En Italia se quedaron boquiabiertos. Pensaron, directamente, que aquello era obra de un loco de remate. No entendían nada y la mayoría reía a carcajadas porque no sabía bien qué opinar o qué decir. Fue una provocación de tal dimensión, que avivó controversias...

el 15 sep 2009 / 23:17 h.

En Italia se quedaron boquiabiertos. Pensaron, directamente, que aquello era obra de un loco de remate. No entendían nada y la mayoría reía a carcajadas porque no sabía bien qué opinar o qué decir. Fue una provocación de tal dimensión, que avivó controversias y levantó debates en todo el mundo. No era para menos. Cuando el artista de origen griego Jannis Kounellis metió en el año 1969 doce caballos vivos en la galería l'Attico de Roma, aquello más que un golpe de efecto, fue un zarandeo en plenas entrañas del academicismo, una sacudida inesperada que los tradicionalistas entendieron como una bravata chulesca. Pero esa no era la intención de Kounellis, él no tenía voluntad de escándalo, lo único que pretendía era demostrar con hechos el estatus de poder que había alcanzado el artista, capaz de plantear cualquier situación, por inverosímil que pareciera, y ser tenida en cuenta. Era una advertencia. El sistema había ascendido a los creadores hasta posiciones estratosféricas -muy por encima del galerista, del negocio inmediato o del propio espacio expositivo-, y esa supremacía incuestionable era peligrosa. Incluso si convertían un lugar exquisito en una vulgar cuadra llena de moscas y excrementos, nadie dudaría de sus intenciones.

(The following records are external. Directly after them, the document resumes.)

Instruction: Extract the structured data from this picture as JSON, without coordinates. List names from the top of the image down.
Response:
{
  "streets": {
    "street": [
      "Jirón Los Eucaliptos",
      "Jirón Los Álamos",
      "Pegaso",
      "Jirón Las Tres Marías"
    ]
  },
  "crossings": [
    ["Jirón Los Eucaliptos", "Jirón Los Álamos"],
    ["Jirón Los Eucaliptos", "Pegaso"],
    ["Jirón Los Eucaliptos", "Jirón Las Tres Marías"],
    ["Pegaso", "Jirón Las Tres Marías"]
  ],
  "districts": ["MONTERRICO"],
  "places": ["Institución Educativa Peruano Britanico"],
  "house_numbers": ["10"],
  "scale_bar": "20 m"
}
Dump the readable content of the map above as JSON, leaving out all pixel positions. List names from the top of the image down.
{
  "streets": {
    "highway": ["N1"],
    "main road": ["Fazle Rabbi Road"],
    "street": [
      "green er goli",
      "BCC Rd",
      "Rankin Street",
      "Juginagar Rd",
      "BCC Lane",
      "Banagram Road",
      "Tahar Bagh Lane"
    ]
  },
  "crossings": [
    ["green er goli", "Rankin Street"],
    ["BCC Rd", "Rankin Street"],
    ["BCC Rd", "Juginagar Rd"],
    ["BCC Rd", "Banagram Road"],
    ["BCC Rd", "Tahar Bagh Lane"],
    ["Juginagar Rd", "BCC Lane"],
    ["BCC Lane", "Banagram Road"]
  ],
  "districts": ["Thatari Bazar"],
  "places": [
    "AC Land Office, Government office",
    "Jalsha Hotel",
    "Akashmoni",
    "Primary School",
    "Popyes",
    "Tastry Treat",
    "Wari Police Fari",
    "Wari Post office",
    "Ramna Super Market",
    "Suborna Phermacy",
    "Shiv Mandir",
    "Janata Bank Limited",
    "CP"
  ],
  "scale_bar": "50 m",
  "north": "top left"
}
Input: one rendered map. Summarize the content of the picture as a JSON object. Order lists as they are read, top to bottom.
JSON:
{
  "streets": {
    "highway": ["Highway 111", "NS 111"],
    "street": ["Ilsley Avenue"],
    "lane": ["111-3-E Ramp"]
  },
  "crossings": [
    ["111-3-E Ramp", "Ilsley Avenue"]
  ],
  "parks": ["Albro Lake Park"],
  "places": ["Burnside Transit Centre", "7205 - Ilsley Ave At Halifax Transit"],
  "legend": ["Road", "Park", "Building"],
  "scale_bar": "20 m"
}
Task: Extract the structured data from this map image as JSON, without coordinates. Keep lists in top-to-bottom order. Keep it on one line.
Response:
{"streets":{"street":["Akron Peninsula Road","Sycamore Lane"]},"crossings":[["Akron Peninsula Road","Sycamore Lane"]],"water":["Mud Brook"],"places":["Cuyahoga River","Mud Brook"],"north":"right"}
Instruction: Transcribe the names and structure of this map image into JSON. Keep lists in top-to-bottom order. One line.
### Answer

El estableshment del arte es como un agujero negro insaciable que fagocita todo lo que merodea a su alrededor. No se escapa nada. Los que van contra él acaban siendo pasto de su infinitud. Si algo existe, está dentro. Aunque sea destructiva, si una propuesta es inteligente o visceral, vale; sólo es cuestión de amoldarla a las nuevas circunstancias. Cualquier actitud contestataria que no nace de intereses espurios, obliga a reflexionar sobre la sociedad que estamos construyendo, cumpliendo así (sea queriendo o sin querer) una de las funciones principales del arte: reflejar el sinnúmero de cuestiones inexplicables que acongojan al mundo.